ACTIVITY
A line below contains "middle pip: (295, 190)", and a later one contains "index mcp: (316, 254)". Repeat both, with every line between them, exactly.

Items listed in a dataset

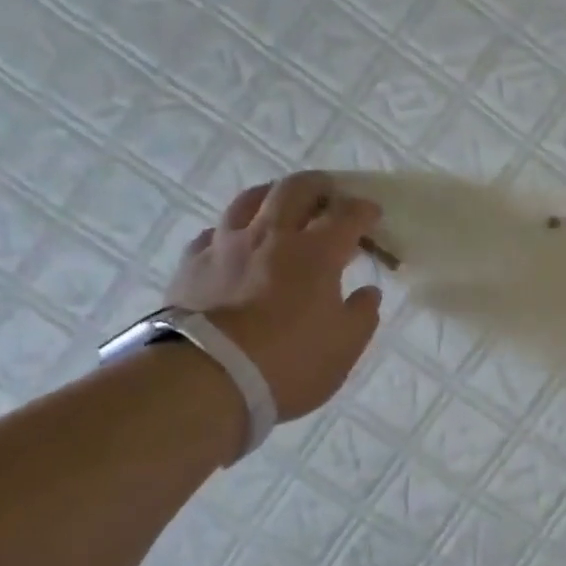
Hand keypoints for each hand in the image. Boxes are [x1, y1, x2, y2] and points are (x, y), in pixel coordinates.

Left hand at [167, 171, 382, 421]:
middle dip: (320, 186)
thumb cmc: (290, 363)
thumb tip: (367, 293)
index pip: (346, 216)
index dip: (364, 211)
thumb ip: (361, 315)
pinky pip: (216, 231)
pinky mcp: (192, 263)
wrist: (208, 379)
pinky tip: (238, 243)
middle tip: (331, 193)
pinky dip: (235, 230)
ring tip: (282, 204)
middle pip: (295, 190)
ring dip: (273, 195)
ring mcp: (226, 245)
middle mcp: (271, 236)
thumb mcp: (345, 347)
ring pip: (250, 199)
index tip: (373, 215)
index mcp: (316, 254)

---

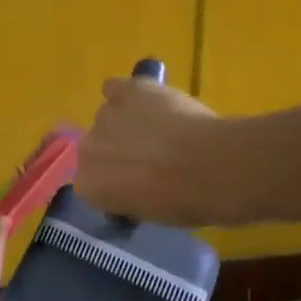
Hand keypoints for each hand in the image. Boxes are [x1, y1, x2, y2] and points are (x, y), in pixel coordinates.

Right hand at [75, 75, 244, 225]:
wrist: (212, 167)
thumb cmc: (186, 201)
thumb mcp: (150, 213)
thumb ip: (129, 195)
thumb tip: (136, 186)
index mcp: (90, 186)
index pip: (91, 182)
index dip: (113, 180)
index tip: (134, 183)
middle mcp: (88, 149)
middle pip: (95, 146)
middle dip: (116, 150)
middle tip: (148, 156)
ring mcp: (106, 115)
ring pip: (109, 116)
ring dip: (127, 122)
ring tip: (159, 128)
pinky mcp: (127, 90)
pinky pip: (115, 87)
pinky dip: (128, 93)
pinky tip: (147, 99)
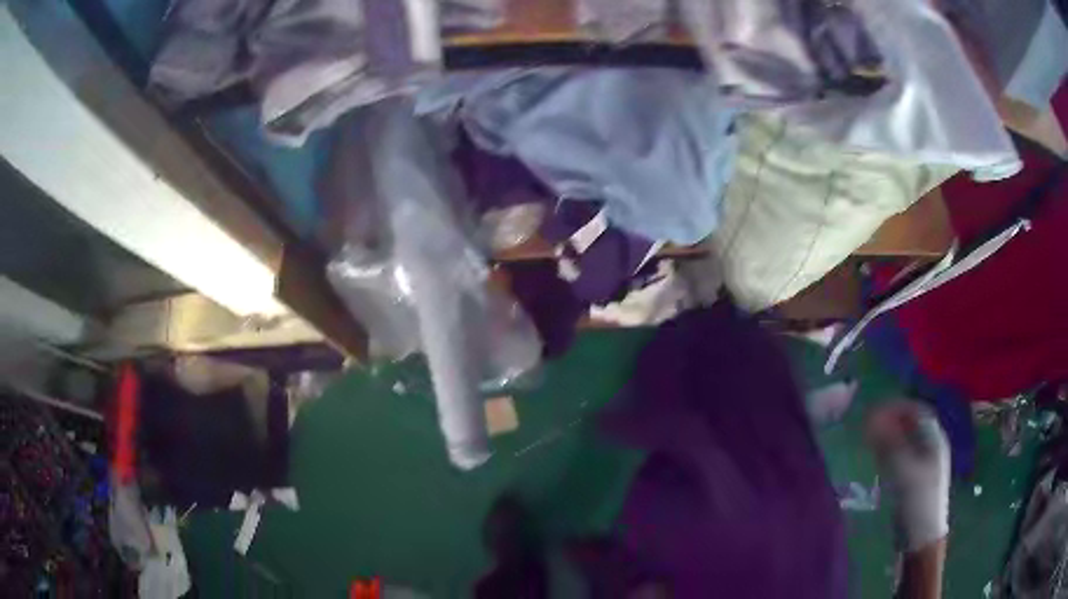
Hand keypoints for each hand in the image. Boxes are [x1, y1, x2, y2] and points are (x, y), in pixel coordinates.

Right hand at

---

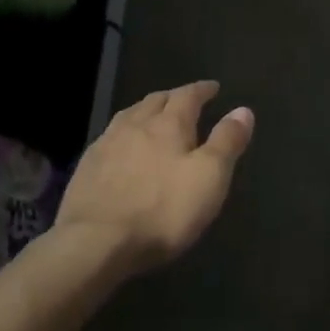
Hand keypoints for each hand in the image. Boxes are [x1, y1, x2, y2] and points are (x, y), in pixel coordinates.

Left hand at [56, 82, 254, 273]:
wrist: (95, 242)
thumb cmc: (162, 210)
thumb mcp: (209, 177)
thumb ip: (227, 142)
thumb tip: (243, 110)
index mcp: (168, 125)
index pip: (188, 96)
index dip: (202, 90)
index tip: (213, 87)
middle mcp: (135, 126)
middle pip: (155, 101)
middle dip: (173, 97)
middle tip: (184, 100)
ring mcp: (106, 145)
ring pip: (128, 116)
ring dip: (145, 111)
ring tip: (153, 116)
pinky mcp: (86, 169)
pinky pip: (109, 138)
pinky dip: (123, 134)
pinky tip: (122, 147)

REPLY
middle pip: (295, 190)
ring dip: (273, 195)
ring mcp: (226, 245)
middle mcp: (271, 236)
thumb mcp: (345, 347)
ring pip: (250, 199)
index tip: (373, 215)
index mcp: (316, 254)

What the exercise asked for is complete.